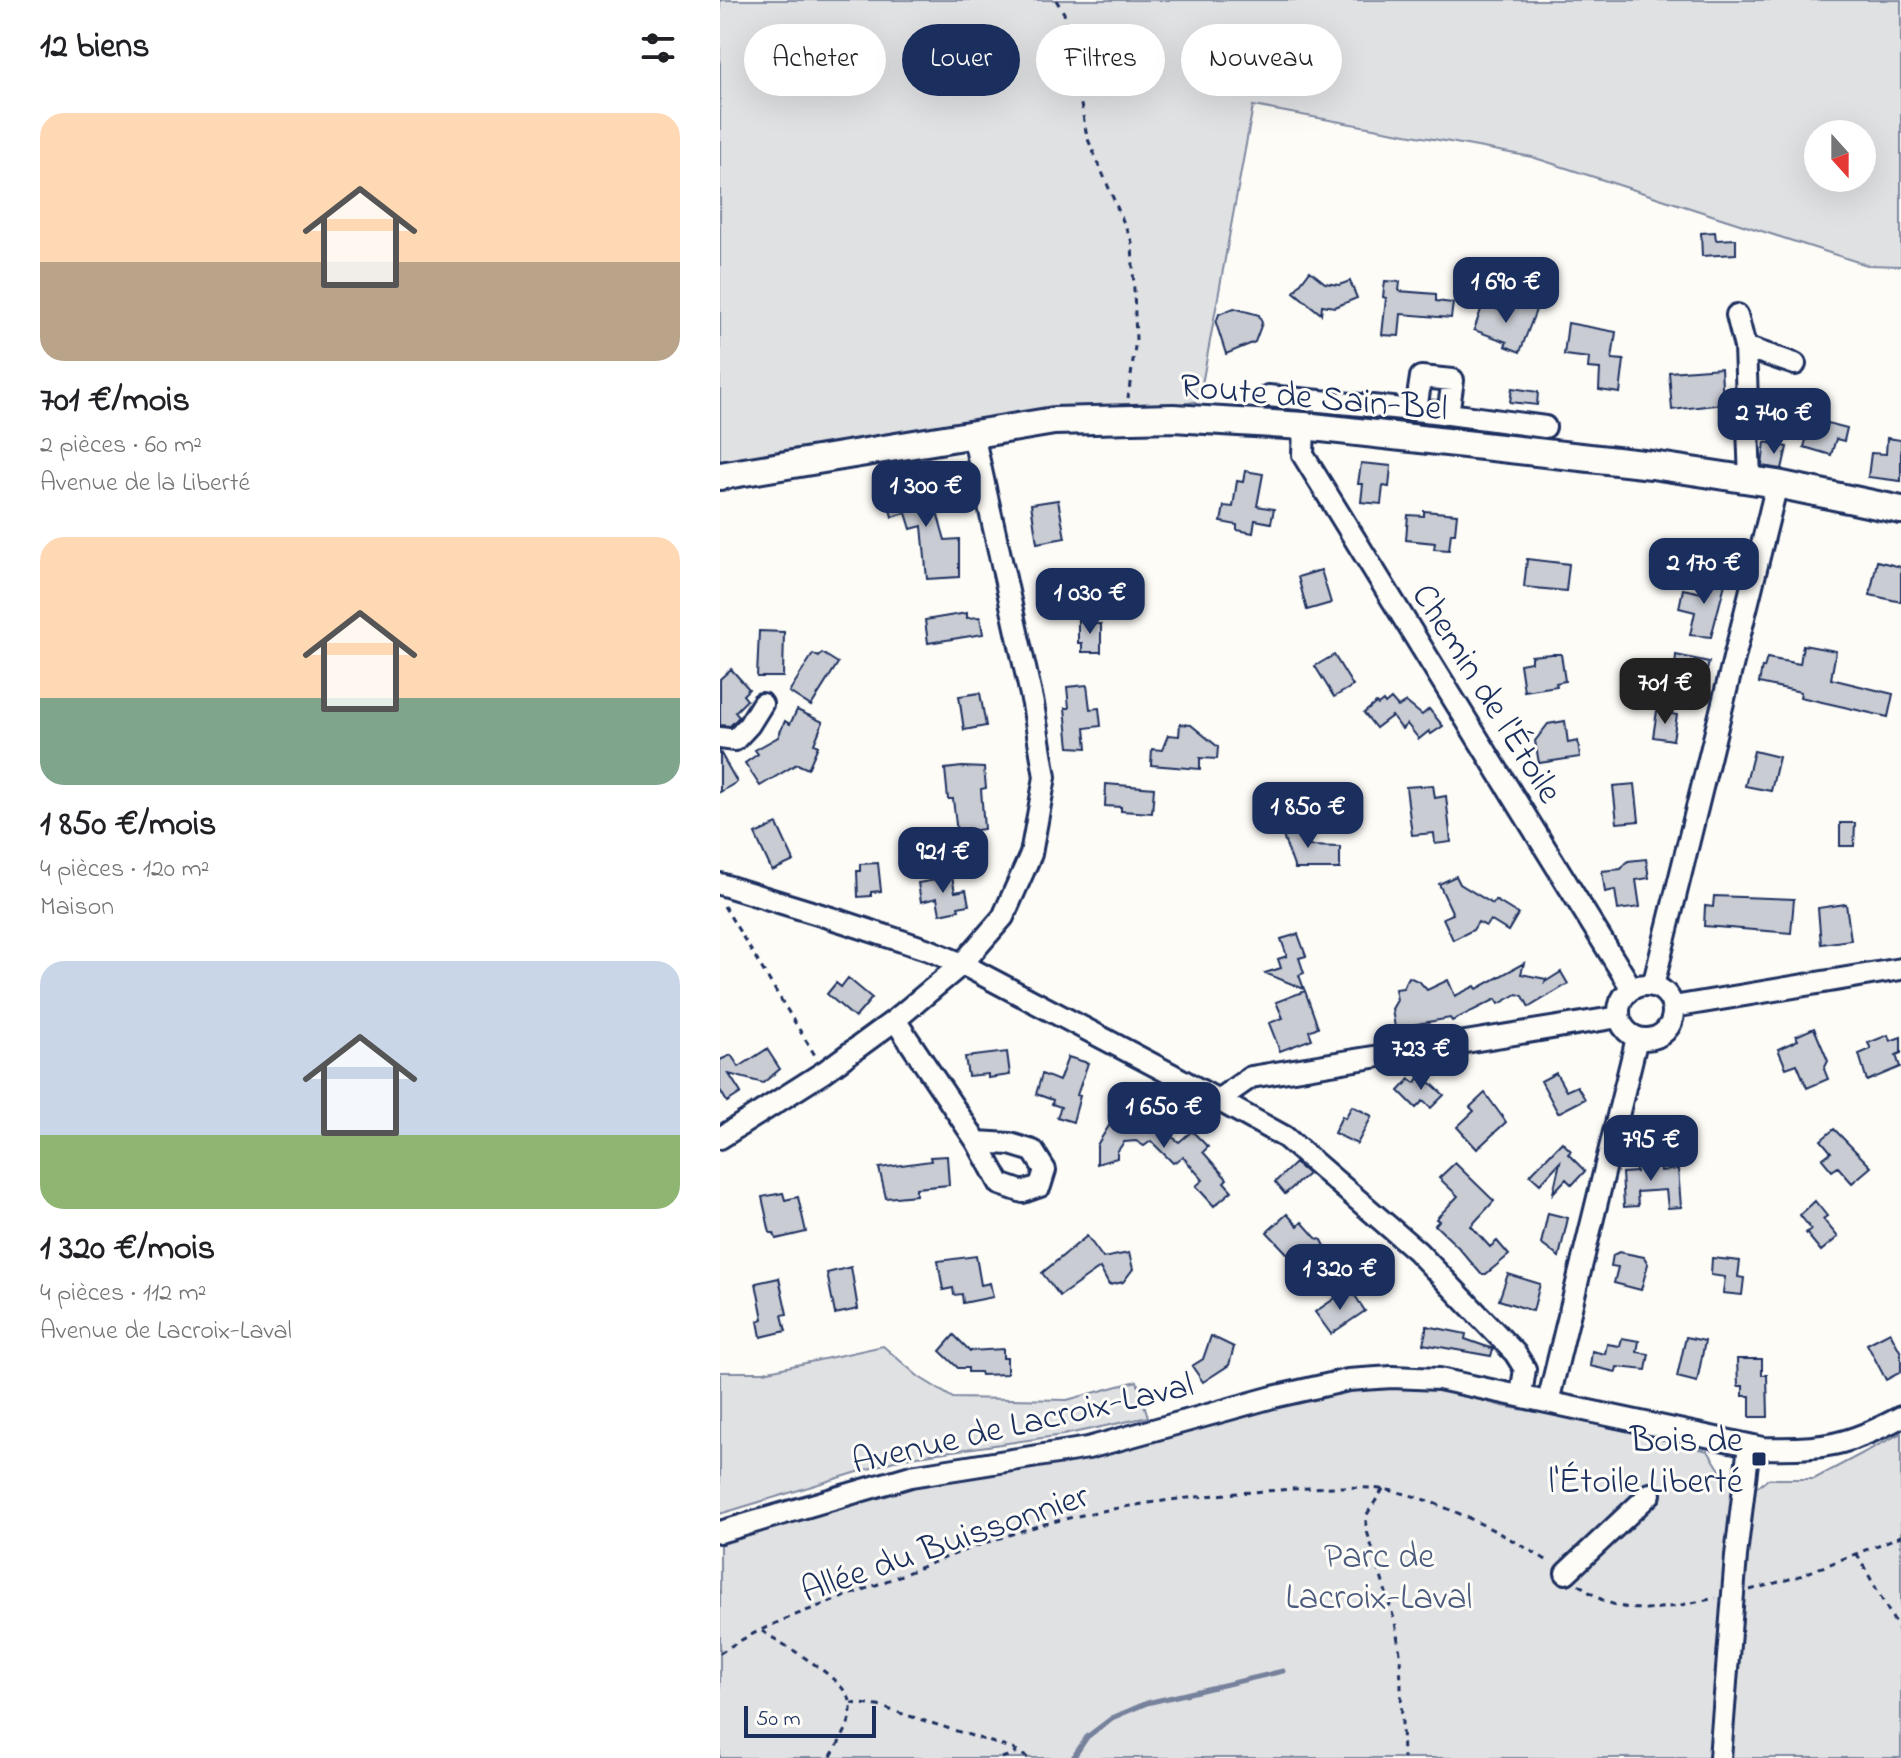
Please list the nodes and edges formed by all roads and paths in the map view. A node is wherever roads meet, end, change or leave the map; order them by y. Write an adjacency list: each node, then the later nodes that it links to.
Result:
1 (1056, 0): 6 (path)
2 (1737, 315): 3 (street)
3 (1745, 347): 4 (street); 13 (street)
4 (1795, 364)
5 (1268, 396): 7 (street)
6 (1127, 407)
7 (1433, 412): 9 (street); 11 (street)
8 (1304, 426): 10 (main road, Route de Sain-Bel); 11 (main road, Route de Sain-Bel); 23 (street, Chemin de l'Étoile)
9 (1545, 427)
10 (973, 434): 12 (main road, Route de Sain-Bel); 20 (street)
11 (1430, 440): 13 (main road, Route de Sain-Bel)
12 (720, 476)
13 (1750, 480): 14 (main road, Route de Sain-Bel)
14 (1777, 484): 15 (main road, Route de Sain-Bel); 22 (street)
15 (1901, 510)
16 (762, 704): 17 (street)
17 (720, 738)
18 (720, 884): 20 (street)
19 (720, 900): 28 (path)
20 (962, 964): 26 (street); 29 (street)
21 (1901, 969): 24 (street)
22 (1653, 986): 23 (street); 24 (street)
23 (1632, 989): 25 (street)
24 (1673, 1007): 27 (street)
25 (1619, 1017): 27 (street); 29 (street)
26 (895, 1020): 28 (street); 31 (street)
27 (1637, 1038): 33 (street)
28 (824, 1072): 30 (street)
29 (1218, 1100): 32 (street)
30 (720, 1138)
31 (977, 1142)
32 (1521, 1395): 33 (street, Avenue de Lacroix-Laval); 38 (street, Avenue de Lacroix-Laval)
33 (1548, 1402): 35 (street, Avenue de Lacroix-Laval)
34 (1901, 1417): 35 (street, Avenue de Lacroix-Laval)
35 (1749, 1445): 42 (street)
36 (1383, 1489): 41 (path, Allée du Buissonnier); 43 (path, Allée du Buissonnier); 51 (path)
37 (1650, 1494): 41 (street)
38 (720, 1532)
39 (1901, 1536): 40 (path, Allée du Buissonnier)
40 (1857, 1554): 42 (path, Allée du Buissonnier); 44 (path)
41 (1566, 1573): 42 (path, Allée du Buissonnier)
42 (1733, 1595): 52 (street)
43 (761, 1630): 45 (path, Allée du Buissonnier); 46 (path)
44 (1901, 1650)
45 (720, 1653)
46 (851, 1703): 47 (path); 48 (path)
47 (1018, 1752): 49 (path); 50 (path)
48 (830, 1758)
49 (1002, 1758)
50 (1028, 1758)
51 (1403, 1758)
52 (1720, 1758)

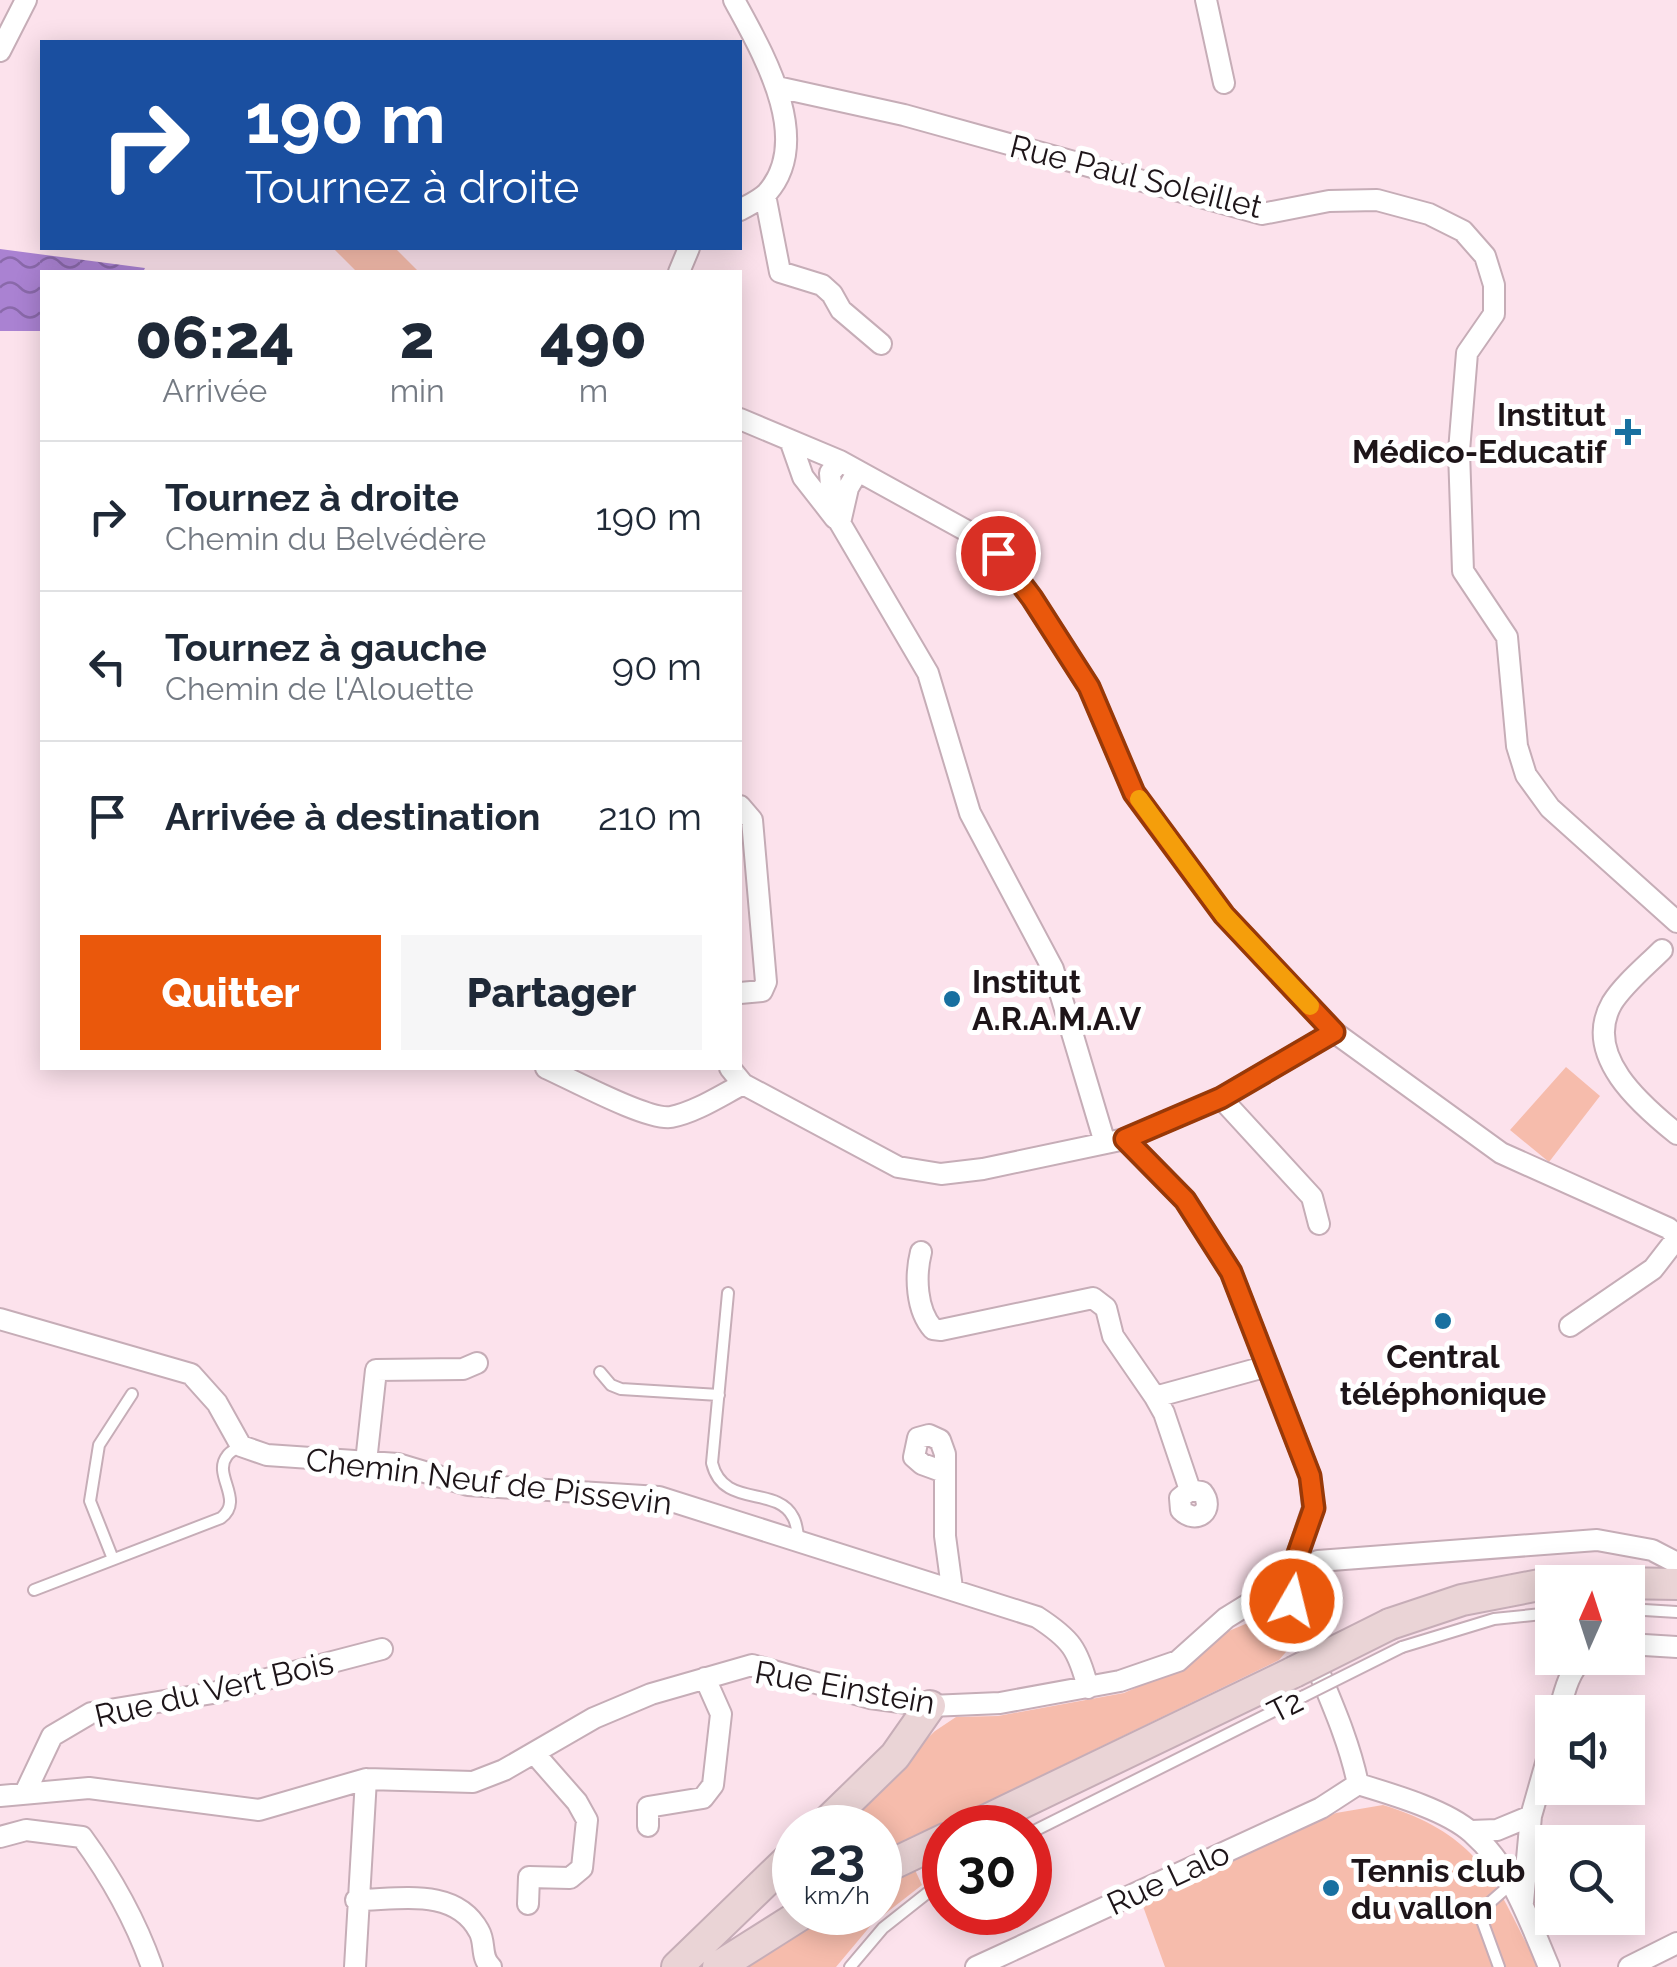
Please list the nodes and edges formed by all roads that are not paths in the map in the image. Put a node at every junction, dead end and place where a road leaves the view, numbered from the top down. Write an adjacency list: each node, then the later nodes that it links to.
1 (26, 0): 4 (street)
2 (734, 0): 6 (street)
3 (1206, 0): 5 (street)
4 (0, 51)
5 (1224, 82)
6 (772, 88): 7 (street); 15 (street, Rue Paul Soleillet)
7 (765, 196): 8 (street); 9 (street)
8 (742, 209)
9 (881, 344)
10 (742, 420): 11 (street)
11 (790, 440): 12 (street); 13 (street)
12 (849, 466): 13 (street); 18 (street)
13 (840, 523): 23 (street)
14 (742, 808): 17 (street)
15 (1677, 922)
16 (1662, 950): 22 (street)
17 (742, 993)
18 (1334, 1032): 21 (street); 25 (street)
19 (550, 1070): 20 (street)
20 (737, 1076): 23 (street)
21 (1221, 1098): 23 (street); 24 (street)
22 (1677, 1134)
23 (1115, 1141): 31 (street)
24 (1318, 1224)
25 (1677, 1237): 29 (street)
26 (921, 1252): 35 (street)
27 (728, 1293): 34 (lane)
28 (0, 1319): 36 (street)
29 (1570, 1326)
30 (477, 1363): 37 (street)
31 (1268, 1366): 35 (street); 43 (street)
32 (600, 1372): 34 (lane)
33 (132, 1394): 41 (lane)
34 (719, 1395): 40 (lane)
35 (1155, 1397): 39 (street)
36 (240, 1446): 37 (street, Chemin Neuf de Pissevin); 41 (lane)
37 (366, 1462): 40 (street, Chemin Neuf de Pissevin)
38 (944, 1472): 45 (street)
39 (1190, 1490)
40 (799, 1541): 45 (street, Chemin Neuf de Pissevin)
41 (112, 1559): 46 (lane)
42 (1677, 1564): 43 (street, Rue Einstein)
43 (1288, 1582): 56 (street, Rue Einstein); 60 (street)
44 (1677, 1584): 50 (main road)
45 (952, 1588): 56 (street, Chemin Neuf de Pissevin)
46 (34, 1590)
47 (1645, 1610): 48 (lane)
48 (1677, 1612)
49 (1535, 1615): 50 (lane)
50 (1396, 1636): 55 (main road, bridge)
51 (1645, 1645): 52 (street)
52 (1677, 1647)
53 (382, 1648): 61 (street, Rue du Vert Bois)
54 (705, 1678): 57 (street, Rue Einstein); 58 (street, Rue Einstein); 68 (street)
55 (1299, 1684): 65 (main road); 67 (lane, T2)
56 (1088, 1688): 57 (street, Rue Einstein)
57 (930, 1706): 64 (main road)
58 (534, 1753): 59 (street, Rue Einstein); 75 (street)
59 (366, 1779): 61 (street, Rue Einstein); 74 (street)
60 (1358, 1784): 69 (street); 79 (street, Rue Lalo)
61 (25, 1792): 62 (street, Rue Einstein)
62 (0, 1796)
63 (1535, 1802): 66 (street)
64 (845, 1805)
65 (1023, 1805)
66 (1531, 1816): 69 (street); 76 (street)
67 (1052, 1821)
68 (648, 1826)
69 (1471, 1832): 72 (street)
70 (0, 1837): 81 (street)
71 (772, 1875): 84 (main road)
72 (1511, 1884): 76 (street); 88 (lane)
73 (922, 1897): 86 (lane)
74 (356, 1900): 82 (street); 83 (street)
75 (528, 1904)
76 (1523, 1904): 89 (street)
77 (772, 1933): 85 (main road)
78 (1677, 1944): 90 (street)
79 (1015, 1948): 80 (street, Rue Lalo); 87 (street)
80 (982, 1965)
81 (152, 1967)
82 (355, 1967)
83 (491, 1967)
84 (677, 1967)
85 (718, 1967)
86 (850, 1967)
87 (1028, 1967)
88 (1500, 1967)
89 (1549, 1967)
90 (1629, 1967)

_Exercise directions_: Search the data for the string "Laval". List each line that has it.

_Output_:
32 (1521, 1395): 33 (street, Avenue de Lacroix-Laval); 38 (street, Avenue de Lacroix-Laval)
33 (1548, 1402): 35 (street, Avenue de Lacroix-Laval)
34 (1901, 1417): 35 (street, Avenue de Lacroix-Laval)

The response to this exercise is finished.